While no two serial killers are the same, everyone can be classified into one of two large groups: an organised, or a disorganized serial killer.
Former FBI profiler Roy Hazelwood helped create the FBI’s dichotomy approach to better understanding serial killers. Based on a large database of closed serial killer cases, law enforcement began inferring patterns from past cases to catch the current serial killers on the loose.
Scott Bonn, a professor at Drew University and a criminologist, who is in touch with Hazelwood, explained the difference between these two classifications, how law enforcement uses these characteristics to apprehend the killer, and why both types are equally as dangerous. As a criminologist, Bonn studies the patterns of behaviours.
An organised serial killer is cunning, charismatic even. He can lure you into his car, like Ted Bundy, or to meet him through Craigslist, like the Long Island serial killer, and then he strikes. He’s meticulous, has contingency plans, and cleans up after himself. He often transports the body from the crime scene, as well. They are often very emotionally unattached and can fake the human emotion necessary to get you to like them.

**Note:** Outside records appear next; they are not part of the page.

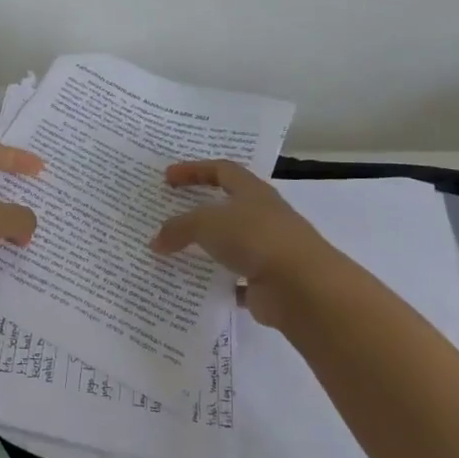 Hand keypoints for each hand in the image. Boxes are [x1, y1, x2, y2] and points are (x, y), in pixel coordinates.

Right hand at [150, 160, 342, 329]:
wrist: (302, 287)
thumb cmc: (255, 238)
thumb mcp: (206, 224)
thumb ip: (178, 228)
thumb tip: (156, 241)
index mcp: (253, 192)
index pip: (221, 170)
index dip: (194, 170)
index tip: (168, 177)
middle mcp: (264, 217)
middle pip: (228, 206)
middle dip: (200, 209)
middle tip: (171, 213)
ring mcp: (269, 250)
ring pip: (232, 244)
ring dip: (208, 247)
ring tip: (177, 252)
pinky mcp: (268, 281)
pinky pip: (237, 279)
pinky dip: (219, 281)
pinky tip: (197, 286) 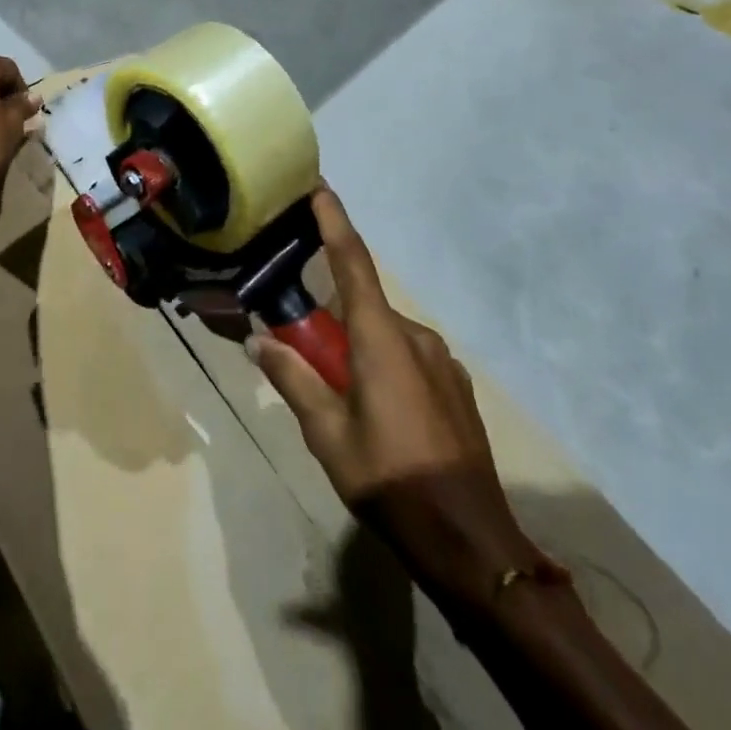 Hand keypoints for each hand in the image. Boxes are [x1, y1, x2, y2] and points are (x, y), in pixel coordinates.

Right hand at [252, 187, 554, 606]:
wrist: (473, 543)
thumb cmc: (391, 479)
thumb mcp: (327, 434)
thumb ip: (292, 379)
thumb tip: (257, 341)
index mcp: (381, 337)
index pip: (352, 261)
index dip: (334, 220)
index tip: (319, 186)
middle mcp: (416, 336)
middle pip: (362, 305)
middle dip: (330, 318)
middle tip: (301, 345)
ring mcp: (442, 362)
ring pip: (384, 335)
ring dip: (355, 347)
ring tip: (337, 392)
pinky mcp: (456, 387)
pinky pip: (407, 357)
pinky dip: (381, 364)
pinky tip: (375, 409) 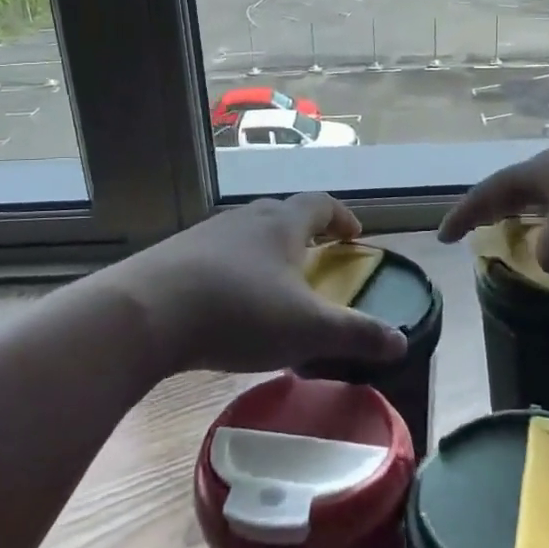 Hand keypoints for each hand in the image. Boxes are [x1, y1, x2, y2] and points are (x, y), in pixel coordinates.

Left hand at [105, 193, 410, 376]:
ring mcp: (206, 234)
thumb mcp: (307, 330)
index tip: (354, 235)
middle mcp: (245, 219)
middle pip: (282, 213)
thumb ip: (356, 335)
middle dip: (304, 232)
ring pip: (246, 233)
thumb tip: (402, 342)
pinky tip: (226, 301)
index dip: (341, 217)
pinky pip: (215, 255)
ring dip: (266, 249)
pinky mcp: (175, 256)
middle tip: (316, 256)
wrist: (146, 313)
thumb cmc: (239, 312)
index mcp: (282, 224)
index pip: (321, 205)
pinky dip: (232, 269)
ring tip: (273, 282) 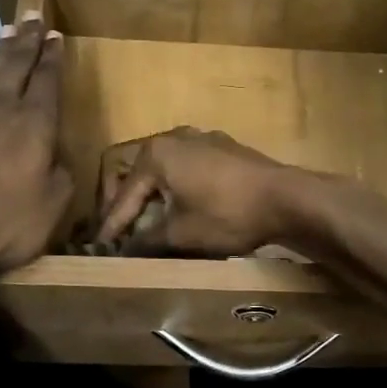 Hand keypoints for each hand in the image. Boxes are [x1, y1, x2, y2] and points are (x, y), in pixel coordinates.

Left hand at [0, 14, 73, 281]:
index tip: (55, 34)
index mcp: (34, 125)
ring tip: (7, 37)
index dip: (53, 57)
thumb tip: (54, 160)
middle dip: (27, 41)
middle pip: (16, 67)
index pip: (47, 81)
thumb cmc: (7, 223)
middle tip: (31, 16)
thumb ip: (61, 176)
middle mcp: (1, 114)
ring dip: (2, 58)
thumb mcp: (55, 205)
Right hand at [94, 128, 304, 256]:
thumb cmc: (227, 214)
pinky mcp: (223, 148)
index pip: (123, 195)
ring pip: (163, 169)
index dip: (111, 225)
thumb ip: (146, 240)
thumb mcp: (181, 234)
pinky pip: (187, 167)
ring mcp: (201, 138)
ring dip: (152, 196)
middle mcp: (173, 137)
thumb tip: (125, 249)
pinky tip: (180, 208)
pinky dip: (176, 188)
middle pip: (137, 173)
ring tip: (147, 223)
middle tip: (119, 231)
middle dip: (126, 204)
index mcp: (156, 154)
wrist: (287, 198)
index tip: (100, 248) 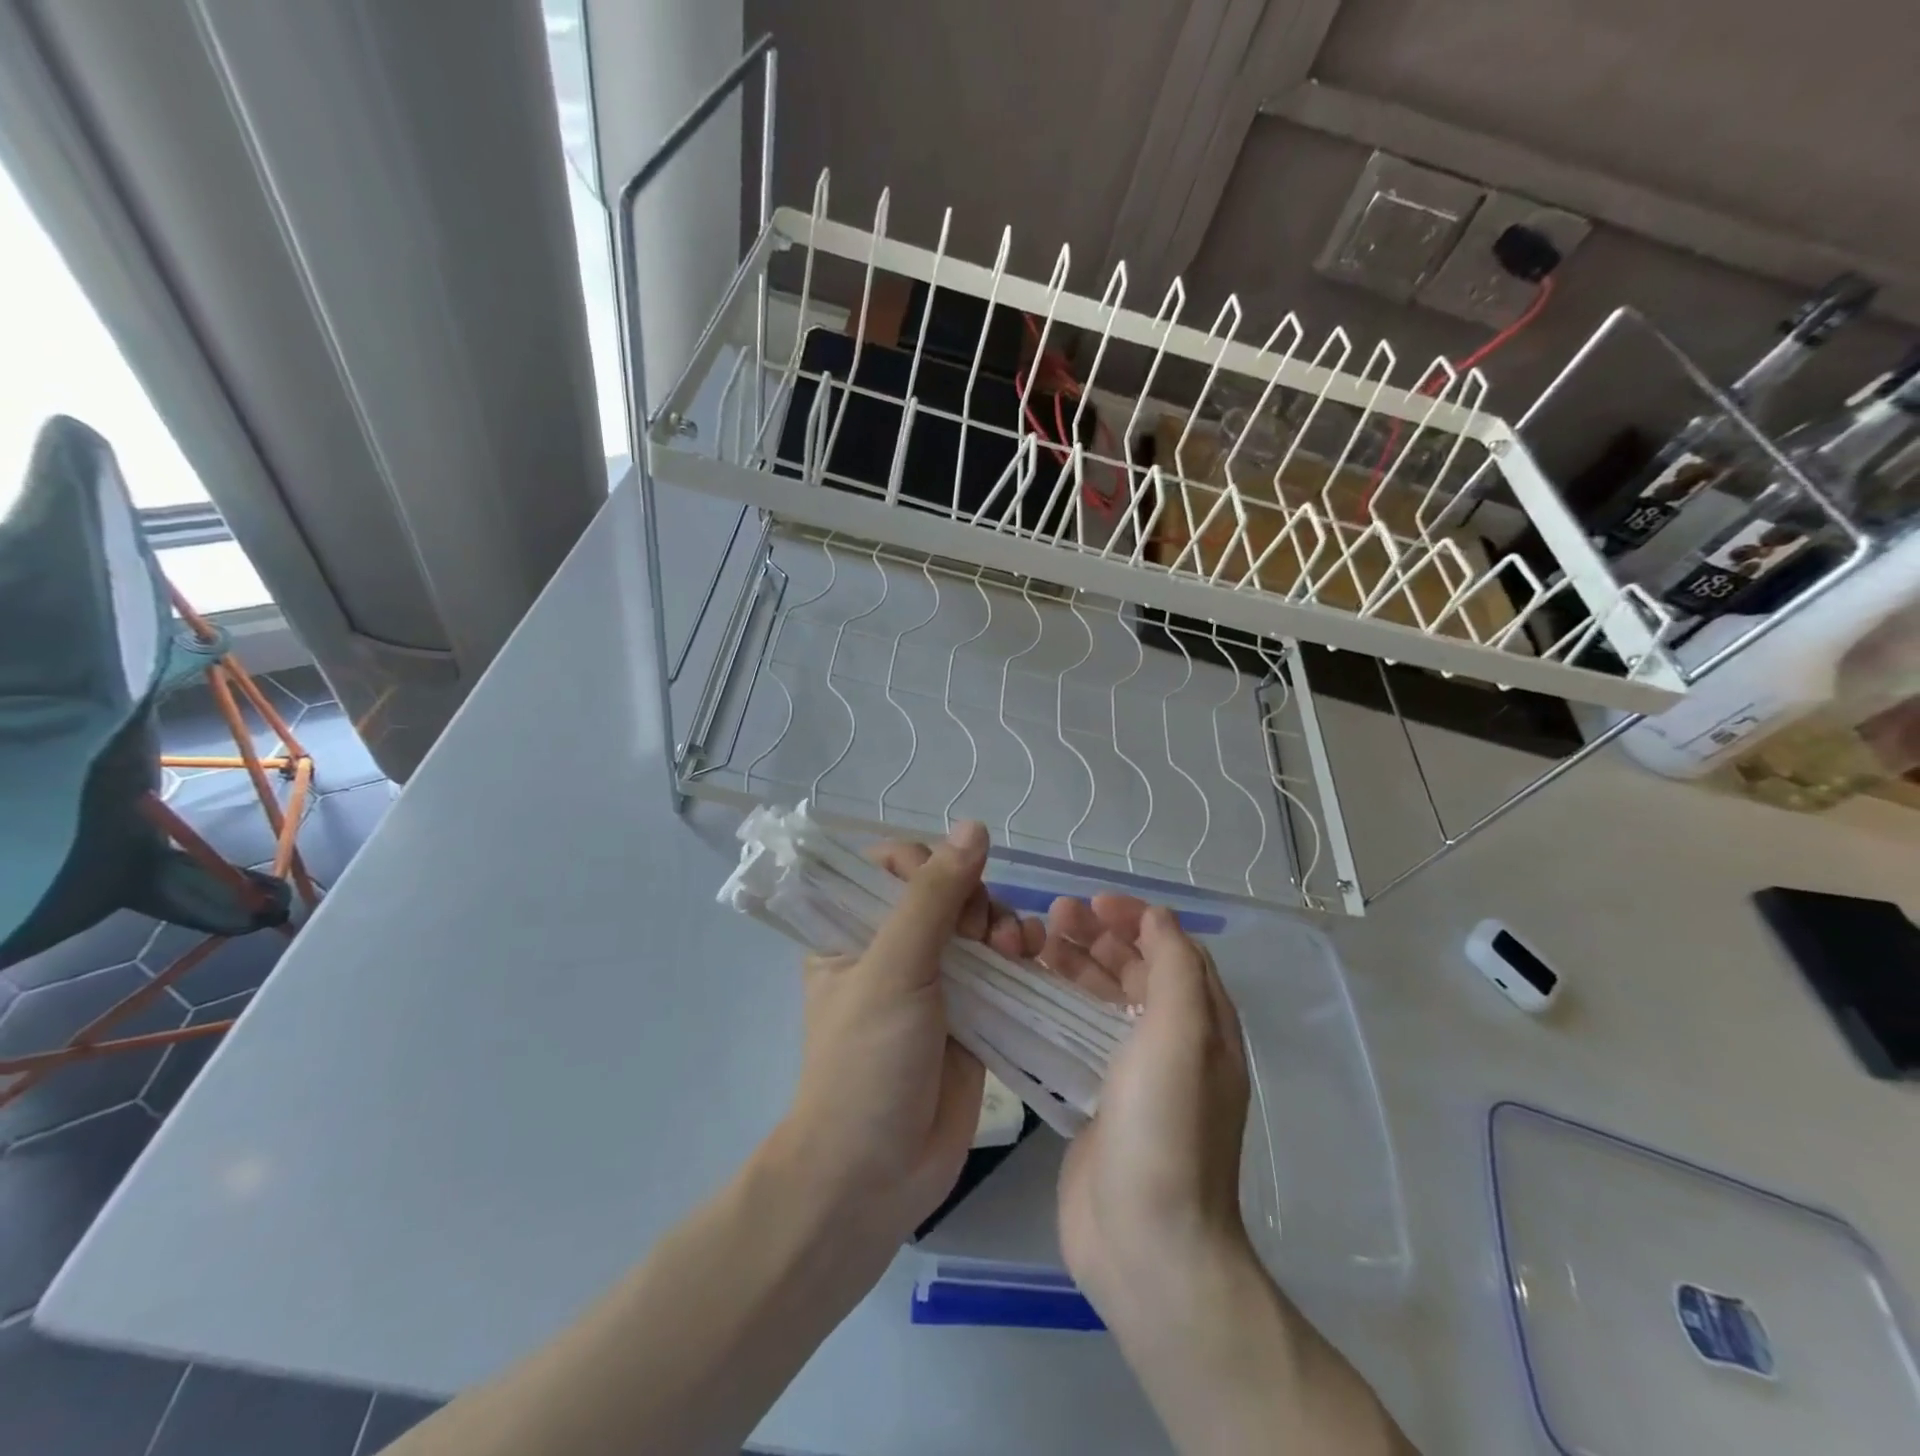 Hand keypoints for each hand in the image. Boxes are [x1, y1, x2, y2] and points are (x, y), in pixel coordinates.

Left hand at [776, 821, 1040, 1242]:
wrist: (874, 1175)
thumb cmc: (866, 1061)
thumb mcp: (893, 968)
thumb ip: (933, 896)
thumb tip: (973, 827)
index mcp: (852, 930)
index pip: (890, 867)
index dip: (924, 865)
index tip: (944, 887)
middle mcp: (892, 948)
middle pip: (945, 890)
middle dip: (972, 898)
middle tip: (979, 932)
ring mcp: (935, 981)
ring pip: (978, 925)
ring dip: (1001, 924)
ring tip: (1012, 950)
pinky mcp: (971, 1012)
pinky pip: (1001, 965)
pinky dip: (1019, 955)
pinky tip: (1031, 959)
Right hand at [1054, 902, 1255, 1324]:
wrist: (1146, 1243)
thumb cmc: (1166, 1127)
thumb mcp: (1182, 1034)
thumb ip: (1175, 967)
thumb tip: (1157, 917)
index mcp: (1203, 1024)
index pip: (1173, 949)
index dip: (1136, 918)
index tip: (1092, 903)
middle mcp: (1172, 1043)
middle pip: (1135, 971)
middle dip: (1099, 937)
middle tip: (1052, 917)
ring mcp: (1133, 1074)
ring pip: (1104, 1001)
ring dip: (1075, 966)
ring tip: (1034, 943)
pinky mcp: (1098, 1100)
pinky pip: (1077, 1036)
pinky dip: (1057, 1007)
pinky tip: (1027, 994) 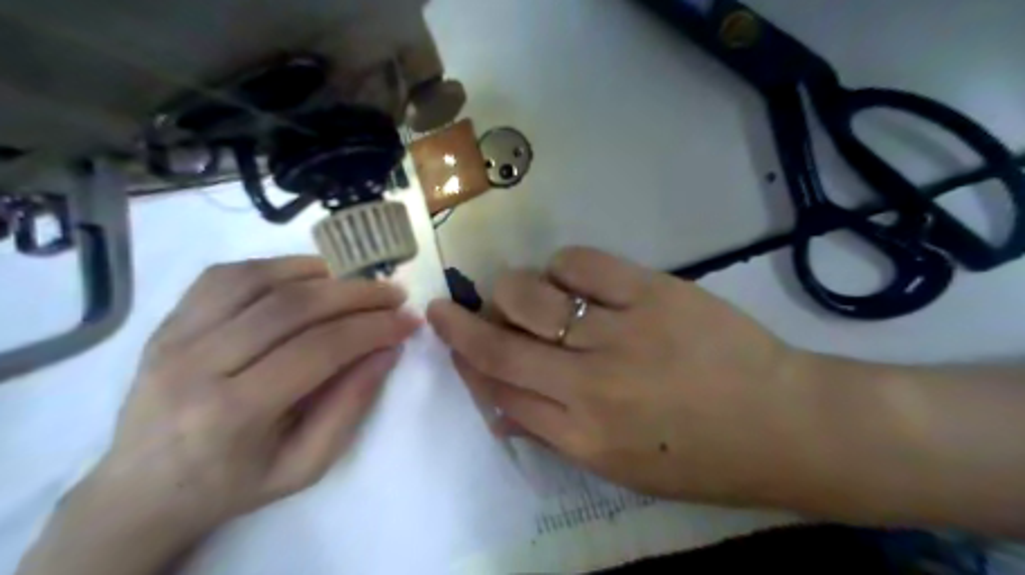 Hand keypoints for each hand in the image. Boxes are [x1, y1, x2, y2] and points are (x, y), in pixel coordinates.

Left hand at [15, 259, 414, 573]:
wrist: (142, 490)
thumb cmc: (233, 484)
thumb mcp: (306, 464)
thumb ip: (350, 406)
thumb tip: (387, 351)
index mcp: (232, 414)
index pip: (319, 349)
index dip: (373, 328)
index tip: (408, 321)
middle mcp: (197, 365)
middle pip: (292, 307)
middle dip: (357, 294)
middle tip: (394, 295)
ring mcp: (174, 337)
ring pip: (260, 280)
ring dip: (321, 275)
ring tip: (357, 285)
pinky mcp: (167, 322)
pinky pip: (226, 275)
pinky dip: (277, 267)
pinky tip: (308, 277)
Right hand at [424, 248, 808, 506]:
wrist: (785, 424)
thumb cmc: (701, 457)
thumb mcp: (620, 467)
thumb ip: (555, 433)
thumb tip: (502, 404)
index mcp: (581, 437)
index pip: (498, 390)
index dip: (467, 361)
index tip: (453, 340)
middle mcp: (589, 386)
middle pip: (500, 346)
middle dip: (462, 323)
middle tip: (457, 308)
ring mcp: (621, 333)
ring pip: (530, 297)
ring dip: (509, 290)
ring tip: (519, 293)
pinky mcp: (652, 292)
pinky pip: (581, 264)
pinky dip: (561, 266)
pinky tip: (567, 277)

He’s extremely dangerous because he seems normal at first glance. You’ll never see him coming. He’s a “true psychopath,” according to Bonn. These serial killers are more likely to have a routine.
“They carry everything they need with them, all of their tools,” Bonn said. “They treat killing almost like a hobby.”
A disorganized serial killer is socially awkward. He won’t be able to get you to have a conversation with him. He jumps out from behind a bush and strikes out of nowhere. Think of a Jack the Ripper type. These killers don’t plan, so they often leave the body where they attacked and flee the scene.
He’s extremely dangerous because they live on the fringe of society and do not have a daily routine. You’ll never see him coming.
“They types are very predatory,” Bonn said. “They don’t hide the body, and don’t think about it. They can be very difficult to apprehend but for very different reasons [from] the organised serial killers.”